- **DESCRIPTION OF THE TASK**
In the listing below, locate the lines bearing the word "nodes". Copy every one of them.

- **PROVIDED RECORDS**
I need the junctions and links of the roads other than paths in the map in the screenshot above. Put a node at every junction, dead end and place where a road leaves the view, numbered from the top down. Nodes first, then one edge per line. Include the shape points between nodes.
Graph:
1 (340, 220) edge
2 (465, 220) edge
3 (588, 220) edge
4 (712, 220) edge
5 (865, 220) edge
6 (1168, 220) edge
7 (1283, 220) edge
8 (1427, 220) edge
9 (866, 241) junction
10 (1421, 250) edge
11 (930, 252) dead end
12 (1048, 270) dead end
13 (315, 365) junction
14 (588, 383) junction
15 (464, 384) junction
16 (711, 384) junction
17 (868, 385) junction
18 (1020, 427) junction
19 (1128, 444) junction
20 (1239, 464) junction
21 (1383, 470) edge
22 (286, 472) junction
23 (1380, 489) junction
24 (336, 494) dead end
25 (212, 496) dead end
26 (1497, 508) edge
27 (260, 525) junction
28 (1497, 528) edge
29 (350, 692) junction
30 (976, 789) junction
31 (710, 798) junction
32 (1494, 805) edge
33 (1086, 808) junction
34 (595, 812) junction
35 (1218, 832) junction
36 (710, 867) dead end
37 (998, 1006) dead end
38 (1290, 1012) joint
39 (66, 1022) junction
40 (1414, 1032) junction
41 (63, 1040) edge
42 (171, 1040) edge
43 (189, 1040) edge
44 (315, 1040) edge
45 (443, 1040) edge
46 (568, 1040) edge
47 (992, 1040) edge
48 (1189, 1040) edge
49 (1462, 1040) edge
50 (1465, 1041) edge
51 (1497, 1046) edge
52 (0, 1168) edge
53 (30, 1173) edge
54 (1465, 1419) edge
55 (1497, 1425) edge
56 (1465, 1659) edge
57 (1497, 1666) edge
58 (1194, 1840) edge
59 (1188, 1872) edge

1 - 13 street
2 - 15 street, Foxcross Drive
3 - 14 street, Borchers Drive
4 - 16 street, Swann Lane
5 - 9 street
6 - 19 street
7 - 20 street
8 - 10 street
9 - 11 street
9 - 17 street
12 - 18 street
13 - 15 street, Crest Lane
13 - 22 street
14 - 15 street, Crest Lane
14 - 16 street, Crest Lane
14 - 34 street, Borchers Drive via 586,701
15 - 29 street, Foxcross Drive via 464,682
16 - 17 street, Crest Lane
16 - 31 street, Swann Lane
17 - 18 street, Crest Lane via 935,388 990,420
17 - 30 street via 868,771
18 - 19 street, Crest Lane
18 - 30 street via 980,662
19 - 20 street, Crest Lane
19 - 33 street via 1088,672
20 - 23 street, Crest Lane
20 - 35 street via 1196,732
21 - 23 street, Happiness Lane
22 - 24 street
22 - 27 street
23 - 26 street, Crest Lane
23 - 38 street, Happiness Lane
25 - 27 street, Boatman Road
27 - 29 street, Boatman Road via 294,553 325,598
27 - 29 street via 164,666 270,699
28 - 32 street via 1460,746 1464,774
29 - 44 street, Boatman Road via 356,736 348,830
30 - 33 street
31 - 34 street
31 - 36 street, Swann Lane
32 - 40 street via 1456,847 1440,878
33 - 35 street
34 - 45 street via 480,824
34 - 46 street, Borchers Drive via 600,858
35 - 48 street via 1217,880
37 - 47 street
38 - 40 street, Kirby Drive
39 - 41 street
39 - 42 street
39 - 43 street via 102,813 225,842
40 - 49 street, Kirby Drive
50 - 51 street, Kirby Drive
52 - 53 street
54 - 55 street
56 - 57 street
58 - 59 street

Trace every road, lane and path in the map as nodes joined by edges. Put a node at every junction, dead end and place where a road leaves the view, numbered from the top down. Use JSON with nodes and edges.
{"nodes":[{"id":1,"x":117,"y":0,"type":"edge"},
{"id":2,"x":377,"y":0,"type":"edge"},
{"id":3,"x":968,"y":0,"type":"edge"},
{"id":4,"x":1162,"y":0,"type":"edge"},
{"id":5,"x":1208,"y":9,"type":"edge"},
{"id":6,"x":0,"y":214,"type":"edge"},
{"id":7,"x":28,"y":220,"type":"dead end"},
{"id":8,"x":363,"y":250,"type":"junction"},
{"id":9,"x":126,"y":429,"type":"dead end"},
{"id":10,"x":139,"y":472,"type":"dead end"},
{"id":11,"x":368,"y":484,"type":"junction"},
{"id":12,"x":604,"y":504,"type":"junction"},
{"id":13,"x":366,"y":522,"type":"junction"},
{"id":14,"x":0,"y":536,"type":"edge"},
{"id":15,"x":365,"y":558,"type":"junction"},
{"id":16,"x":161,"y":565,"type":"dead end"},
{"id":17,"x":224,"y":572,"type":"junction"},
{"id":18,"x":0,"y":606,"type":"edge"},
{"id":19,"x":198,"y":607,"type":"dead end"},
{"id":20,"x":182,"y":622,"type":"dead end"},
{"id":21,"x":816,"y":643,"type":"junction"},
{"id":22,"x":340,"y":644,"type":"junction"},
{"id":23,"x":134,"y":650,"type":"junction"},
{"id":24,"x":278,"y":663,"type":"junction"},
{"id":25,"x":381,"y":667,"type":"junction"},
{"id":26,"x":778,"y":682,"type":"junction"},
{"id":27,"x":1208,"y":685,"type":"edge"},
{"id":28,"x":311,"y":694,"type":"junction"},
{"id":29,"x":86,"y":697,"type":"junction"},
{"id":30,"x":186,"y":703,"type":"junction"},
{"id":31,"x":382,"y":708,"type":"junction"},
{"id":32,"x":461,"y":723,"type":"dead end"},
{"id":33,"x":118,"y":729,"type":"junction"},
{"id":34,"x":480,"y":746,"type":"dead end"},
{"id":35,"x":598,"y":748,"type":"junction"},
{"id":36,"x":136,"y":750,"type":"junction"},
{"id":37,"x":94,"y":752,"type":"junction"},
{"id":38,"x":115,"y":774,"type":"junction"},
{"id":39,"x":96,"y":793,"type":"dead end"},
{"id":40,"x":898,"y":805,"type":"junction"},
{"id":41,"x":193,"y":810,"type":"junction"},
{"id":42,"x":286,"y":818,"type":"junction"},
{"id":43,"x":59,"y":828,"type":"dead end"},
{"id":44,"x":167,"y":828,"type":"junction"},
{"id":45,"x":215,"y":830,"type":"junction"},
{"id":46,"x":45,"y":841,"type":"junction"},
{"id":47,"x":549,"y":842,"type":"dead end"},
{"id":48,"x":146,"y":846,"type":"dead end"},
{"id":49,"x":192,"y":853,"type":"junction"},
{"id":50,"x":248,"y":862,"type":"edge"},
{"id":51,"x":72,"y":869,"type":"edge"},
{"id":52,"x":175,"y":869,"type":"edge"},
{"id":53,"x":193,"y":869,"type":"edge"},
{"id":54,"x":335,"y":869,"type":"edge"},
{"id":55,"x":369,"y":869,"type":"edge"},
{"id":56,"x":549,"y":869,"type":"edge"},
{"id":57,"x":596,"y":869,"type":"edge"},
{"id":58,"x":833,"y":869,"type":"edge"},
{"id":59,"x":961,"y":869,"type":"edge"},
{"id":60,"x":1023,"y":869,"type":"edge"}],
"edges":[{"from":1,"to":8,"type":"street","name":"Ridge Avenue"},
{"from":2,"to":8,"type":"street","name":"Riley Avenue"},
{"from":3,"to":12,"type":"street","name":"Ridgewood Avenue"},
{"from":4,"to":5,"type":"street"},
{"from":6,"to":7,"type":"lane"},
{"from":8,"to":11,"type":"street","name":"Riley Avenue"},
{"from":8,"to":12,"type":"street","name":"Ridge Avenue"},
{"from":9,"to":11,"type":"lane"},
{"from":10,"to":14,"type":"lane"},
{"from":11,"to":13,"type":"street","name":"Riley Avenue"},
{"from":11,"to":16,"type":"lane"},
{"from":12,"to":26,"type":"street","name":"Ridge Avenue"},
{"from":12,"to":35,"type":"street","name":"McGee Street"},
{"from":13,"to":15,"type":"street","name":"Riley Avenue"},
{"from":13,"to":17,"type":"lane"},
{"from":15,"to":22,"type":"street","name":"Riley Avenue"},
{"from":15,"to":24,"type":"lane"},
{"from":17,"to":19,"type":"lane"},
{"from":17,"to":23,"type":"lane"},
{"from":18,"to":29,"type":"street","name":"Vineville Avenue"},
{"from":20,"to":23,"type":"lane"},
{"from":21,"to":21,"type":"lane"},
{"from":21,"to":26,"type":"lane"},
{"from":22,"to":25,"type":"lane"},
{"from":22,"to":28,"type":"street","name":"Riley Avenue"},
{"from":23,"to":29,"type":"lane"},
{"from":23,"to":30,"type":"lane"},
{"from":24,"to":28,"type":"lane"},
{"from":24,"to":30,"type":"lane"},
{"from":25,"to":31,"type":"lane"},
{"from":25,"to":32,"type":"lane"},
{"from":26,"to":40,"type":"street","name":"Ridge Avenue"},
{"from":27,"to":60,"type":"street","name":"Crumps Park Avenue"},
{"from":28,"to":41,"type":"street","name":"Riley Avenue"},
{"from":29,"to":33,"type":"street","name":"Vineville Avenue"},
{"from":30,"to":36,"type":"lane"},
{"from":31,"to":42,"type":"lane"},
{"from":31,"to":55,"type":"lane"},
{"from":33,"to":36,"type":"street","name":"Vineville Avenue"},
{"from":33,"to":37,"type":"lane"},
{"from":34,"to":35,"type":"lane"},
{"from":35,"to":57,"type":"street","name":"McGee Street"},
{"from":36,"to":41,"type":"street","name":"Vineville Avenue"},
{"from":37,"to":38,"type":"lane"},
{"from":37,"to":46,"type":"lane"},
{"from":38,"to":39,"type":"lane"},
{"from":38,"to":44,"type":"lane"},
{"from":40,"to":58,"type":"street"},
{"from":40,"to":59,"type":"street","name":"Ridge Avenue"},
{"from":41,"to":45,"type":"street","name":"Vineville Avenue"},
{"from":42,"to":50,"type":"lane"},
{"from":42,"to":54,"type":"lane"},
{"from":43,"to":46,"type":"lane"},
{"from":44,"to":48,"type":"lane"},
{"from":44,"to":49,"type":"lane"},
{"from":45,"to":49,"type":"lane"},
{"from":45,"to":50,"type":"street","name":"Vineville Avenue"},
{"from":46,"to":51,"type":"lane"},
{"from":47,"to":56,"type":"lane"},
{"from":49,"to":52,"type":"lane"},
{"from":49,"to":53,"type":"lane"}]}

- **ANSWER BOX**
I need the junctions and links of the roads other than paths in the map in the screenshot above. Put a node at every junction, dead end and place where a road leaves the view, numbered from the top down. Nodes first, then one edge per line. Include the shape points between nodes.
Trace every road, lane and path in the map as nodes joined by edges. Put a node at every junction, dead end and place where a road leaves the view, numbered from the top down. Use JSON with nodes and edges.
{"nodes":[{"id":1,"x":117,"y":0,"type":"edge"},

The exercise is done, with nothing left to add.